• Data extracts:
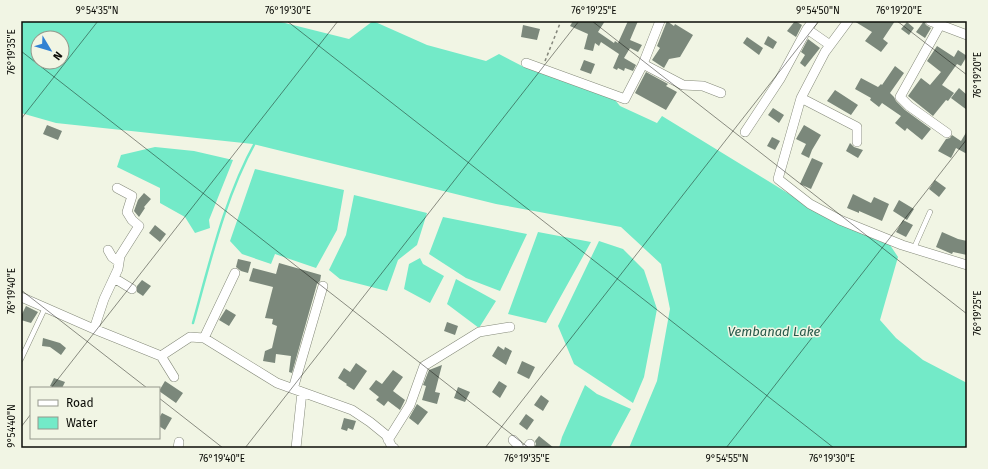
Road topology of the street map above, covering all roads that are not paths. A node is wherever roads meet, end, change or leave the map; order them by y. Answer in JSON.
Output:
{"nodes":[{"id":1,"x":660,"y":21,"type":"edge"},
{"id":2,"x":812,"y":21,"type":"edge"},
{"id":3,"x":848,"y":21,"type":"edge"},
{"id":4,"x":930,"y":21,"type":"edge"},
{"id":5,"x":940,"y":24,"type":"junction"},
{"id":6,"x":807,"y":29,"type":"junction"},
{"id":7,"x":967,"y":35,"type":"edge"},
{"id":8,"x":830,"y":45,"type":"junction"},
{"id":9,"x":526,"y":63,"type":"dead end"},
{"id":10,"x":643,"y":64,"type":"junction"},
{"id":11,"x":721,"y":93,"type":"dead end"},
{"id":12,"x":636,"y":95,"type":"dead end"},
{"id":13,"x":801,"y":98,"type":"junction"},
{"id":14,"x":625,"y":99,"type":"junction"},
{"id":15,"x":745,"y":132,"type":"dead end"},
{"id":16,"x":947,"y":133,"type":"dead end"},
{"id":17,"x":857,"y":142,"type":"dead end"},
{"id":18,"x":117,"y":188,"type":"dead end"},
{"id":19,"x":930,"y":212,"type":"dead end"},
{"id":20,"x":914,"y":249,"type":"junction"},
{"id":21,"x":108,"y":250,"type":"dead end"},
{"id":22,"x":119,"y":262,"type":"junction"},
{"id":23,"x":967,"y":265,"type":"edge"},
{"id":24,"x":235,"y":273,"type":"dead end"},
{"id":25,"x":114,"y":278,"type":"junction"},
{"id":26,"x":323,"y":286,"type":"dead end"},
{"id":27,"x":132,"y":289,"type":"dead end"},
{"id":28,"x":21,"y":297,"type":"edge"},
{"id":29,"x":45,"y":308,"type":"junction"},
{"id":30,"x":510,"y":327,"type":"dead end"},
{"id":31,"x":94,"y":329,"type":"junction"},
{"id":32,"x":204,"y":338,"type":"junction"},
{"id":33,"x":161,"y":356,"type":"junction"},
{"id":34,"x":21,"y":359,"type":"edge"},
{"id":35,"x":174,"y":377,"type":"dead end"},
{"id":36,"x":293,"y":389,"type":"junction"},
{"id":37,"x":302,"y":392,"type":"junction"},
{"id":38,"x":513,"y":440,"type":"dead end"},
{"id":39,"x":392,"y":446,"type":"edge"},
{"id":40,"x":296,"y":448,"type":"edge"},
{"id":41,"x":519,"y":448,"type":"edge"}],
"edges":[{"from":1,"to":10,"type":"street"},
{"from":2,"to":6,"type":"street"},
{"from":3,"to":8,"type":"street"},
{"from":4,"to":5,"type":"street"},
{"from":5,"to":7,"type":"street"},
{"from":5,"to":16,"type":"street"},
{"from":6,"to":8,"type":"street"},
{"from":6,"to":15,"type":"street"},
{"from":8,"to":13,"type":"street"},
{"from":9,"to":14,"type":"street"},
{"from":10,"to":11,"type":"street"},
{"from":10,"to":14,"type":"street"},
{"from":12,"to":14,"type":"street"},
{"from":13,"to":17,"type":"street"},
{"from":13,"to":20,"type":"street"},
{"from":18,"to":22,"type":"street"},
{"from":19,"to":20,"type":"lane"},
{"from":20,"to":23,"type":"street"},
{"from":21,"to":22,"type":"street"},
{"from":22,"to":25,"type":"street"},
{"from":24,"to":32,"type":"street"},
{"from":25,"to":27,"type":"street"},
{"from":25,"to":31,"type":"street"},
{"from":26,"to":36,"type":"street"},
{"from":28,"to":29,"type":"street"},
{"from":29,"to":31,"type":"street"},
{"from":29,"to":34,"type":"lane"},
{"from":30,"to":39,"type":"street"},
{"from":31,"to":33,"type":"street"},
{"from":32,"to":33,"type":"street"},
{"from":32,"to":36,"type":"street"},
{"from":33,"to":35,"type":"street"},
{"from":36,"to":37,"type":"street"},
{"from":37,"to":39,"type":"street"},
{"from":37,"to":40,"type":"street"},
{"from":38,"to":41,"type":"street"}]}
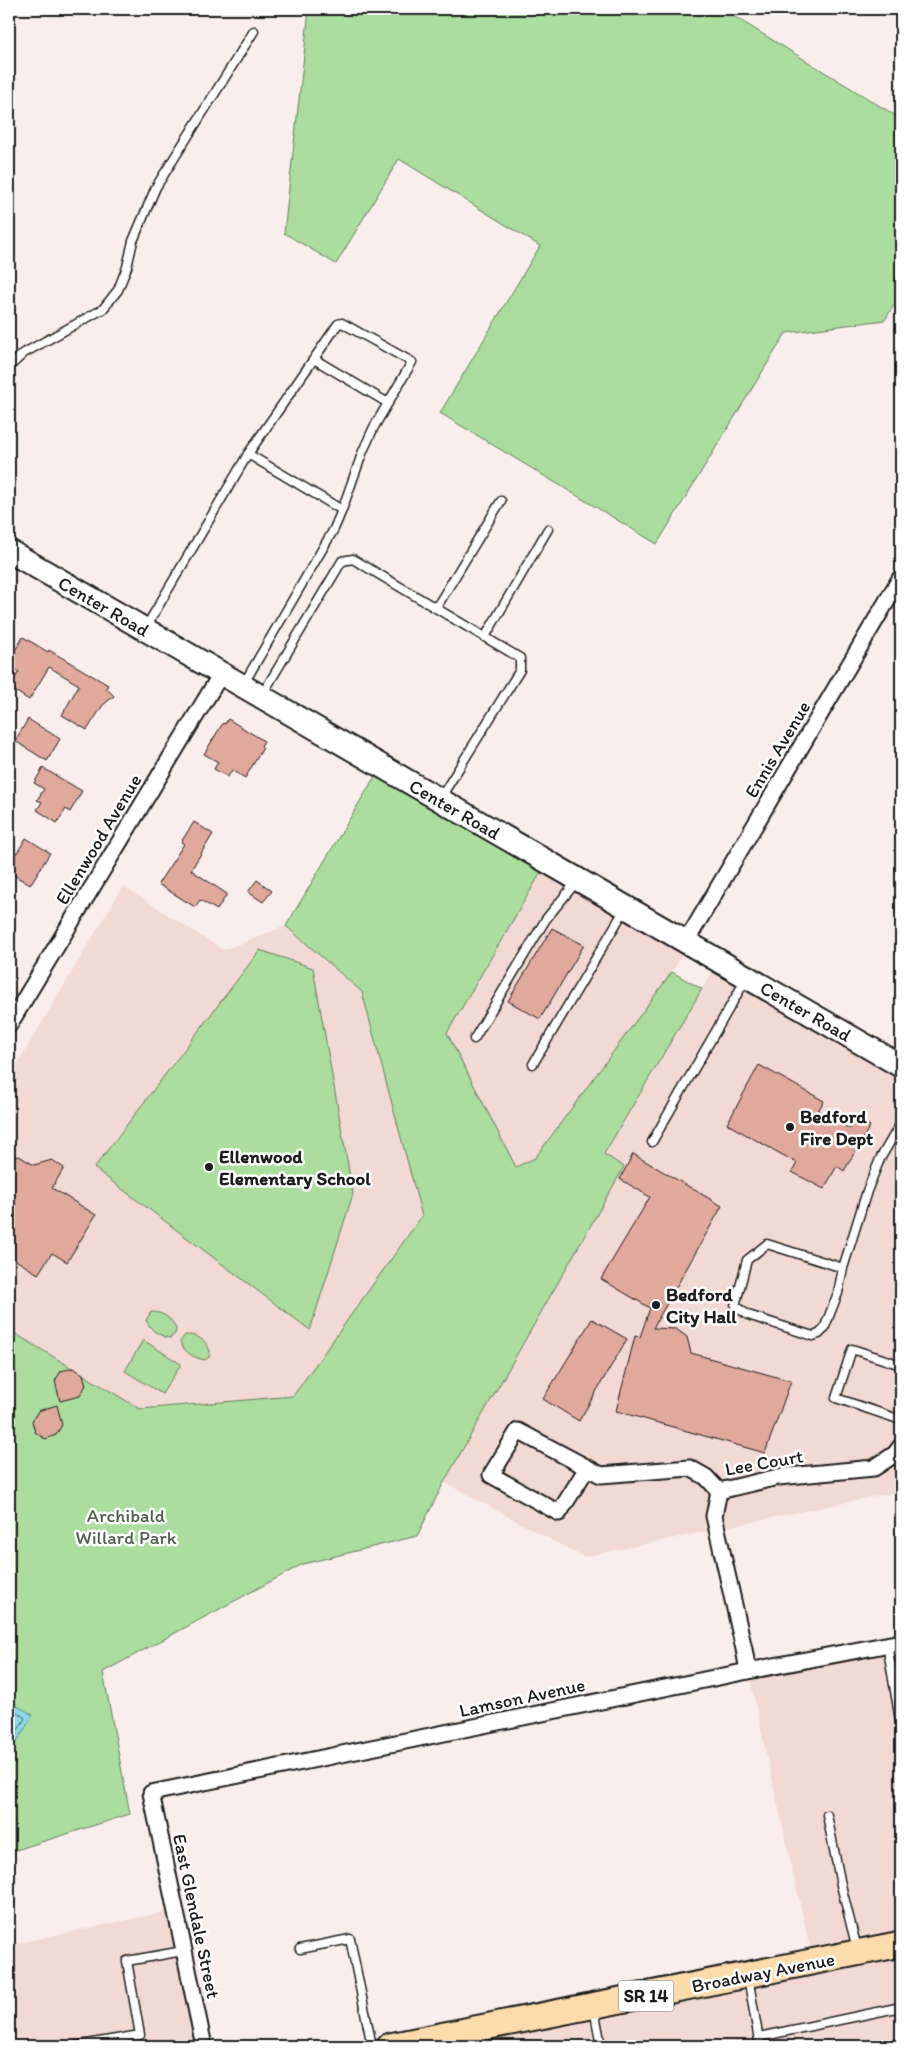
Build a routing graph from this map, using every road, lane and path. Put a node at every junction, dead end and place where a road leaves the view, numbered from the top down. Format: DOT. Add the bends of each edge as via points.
graph roads {
  1 [pos="254,31"];
  2 [pos="314,359"];
  3 [pos="9,367"];
  4 [pos="388,403"];
  5 [pos="248,454"];
  6 [pos="501,500"];
  7 [pos="342,510"];
  8 [pos="548,529"];
  9 [pos="9,551"];
  10 [pos="901,577"];
  11 [pos="436,608"];
  12 [pos="145,630"];
  13 [pos="485,637"];
  14 [pos="221,674"];
  15 [pos="252,692"];
  16 [pos="439,800"];
  17 [pos="578,880"];
  18 [pos="626,907"];
  19 [pos="686,942"];
  20 [pos="747,977"];
  21 [pos="9,1025"];
  22 [pos="474,1039"];
  23 [pos="533,1064"];
  24 [pos="901,1066"];
  25 [pos="901,1123"];
  26 [pos="652,1142"];
  27 [pos="843,1268"];
  28 [pos="901,1365"];
  29 [pos="901,1420"];
  30 [pos="901,1446"];
  31 [pos="587,1468"];
  32 [pos="719,1491"];
  33 [pos="894,1643"];
  34 [pos="748,1671"];
  35 [pos="901,1726"];
  36 [pos="151,1793"];
  37 [pos="827,1815"];
  38 [pos="901,1944"];
  39 [pos="300,1950"];
  40 [pos="183,1951"];
  41 [pos="858,1954"];
  42 [pos="747,1975"];
  43 [pos="594,2006"];
  44 [pos="901,2007"];
  45 [pos="759,2037"];
  46 [pos="477,2038"];
  47 [pos="75,2046"];
  48 [pos="204,2046"];
  49 [pos="372,2046"];
  50 [pos="390,2046"];
  51 [pos="601,2046"];
  52 [pos="760,2046"];
  1 -- 3 [label="lane" via="156,187 133,241 118,290 103,309 24,353"];
  2 -- 4 [label="lane"];
  2 -- 4 [label="lane" via="338,324 342,323 412,362"];
  2 -- 5 [label="lane"];
  4 -- 7 [label="lane" via="363,451"];
  5 -- 7 [label="lane"];
  5 -- 12 [label="lane"];
  6 -- 11 [label="lane"];
  7 -- 15 [label="lane"];
  8 -- 13 [label="lane"];
  9 -- 12 [label="main road, Center Road"];
  10 -- 19 [label="street, Ennis Avenue"];
  11 -- 13 [label="lane"];
  11 -- 15 [label="lane" via="353,559 342,562"];
  12 -- 14 [label="main road, Center Road"];
  13 -- 16 [label="lane" via="520,658 520,670"];
  14 -- 15 [label="main road, Center Road"];
  14 -- 21 [label="street, Ellenwood Avenue"];
  15 -- 16 [label="main road, Center Road"];
  16 -- 17 [label="main road, Center Road"];
  17 -- 18 [label="main road, Center Road"];
  17 -- 22 [label="lane" via="546,918"];
  18 -- 19 [label="main road, Center Road"];
  18 -- 23 [label="lane"];
  19 -- 20 [label="main road, Center Road"];
  20 -- 24 [label="main road, Center Road"];
  20 -- 26 [label="lane"];
  25 -- 27 [label="lane" via="867,1190"];
  27 -- 27 [label="lane" via="767,1244 747,1260 735,1306 748,1315 813,1336 819,1334 838,1293"];
  28 -- 29 [label="lane" via="852,1349 836,1398"];
  30 -- 32 [label="street, Lee Court" via="874,1468 778,1477"];
  31 -- 31 [label="street" via="518,1431 492,1475 559,1513"];
  31 -- 32 [label="street" via="601,1475 690,1468 706,1477"];
  32 -- 34 [label="street, Lee Court" via="714,1516"];
  33 -- 34 [label="street, Lamson Avenue"];
  33 -- 35 [label="lane"];
  34 -- 36 [label="street, Lamson Avenue"];
  36 -- 40 [label="street, East Glendale Street"];
  37 -- 41 [label="lane"];
  38 -- 41 [label="main road, Broadway Avenue / SR 14"];
  39 -- 49 [label="lane" via="350,1939"];
  40 -- 47 [label="lane" via="127,1961 140,2034"];
  40 -- 48 [label="street, East Glendale Street"];
  41 -- 42 [label="main road, Broadway Avenue / SR 14"];
  42 -- 43 [label="main road, Broadway Avenue / SR 14"];
  42 -- 45 [label="lane"];
  43 -- 46 [label="main road, Broadway Avenue / SR 14"];
  43 -- 51 [label="lane"];
  44 -- 45 [label="lane"];
  45 -- 52 [label="lane"];
  46 -- 50 [label="main road, Broadway Avenue / SR 14"];
}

• Assignment: Look through the entries above, and wherever a line holds the string "graph", copy it.

• Exercise solution:
Build a routing graph from this map, using every road, lane and path. Put a node at every junction, dead end and place where a road leaves the view, numbered from the top down. Format: DOT. Add the bends of each edge as via points.
graph roads {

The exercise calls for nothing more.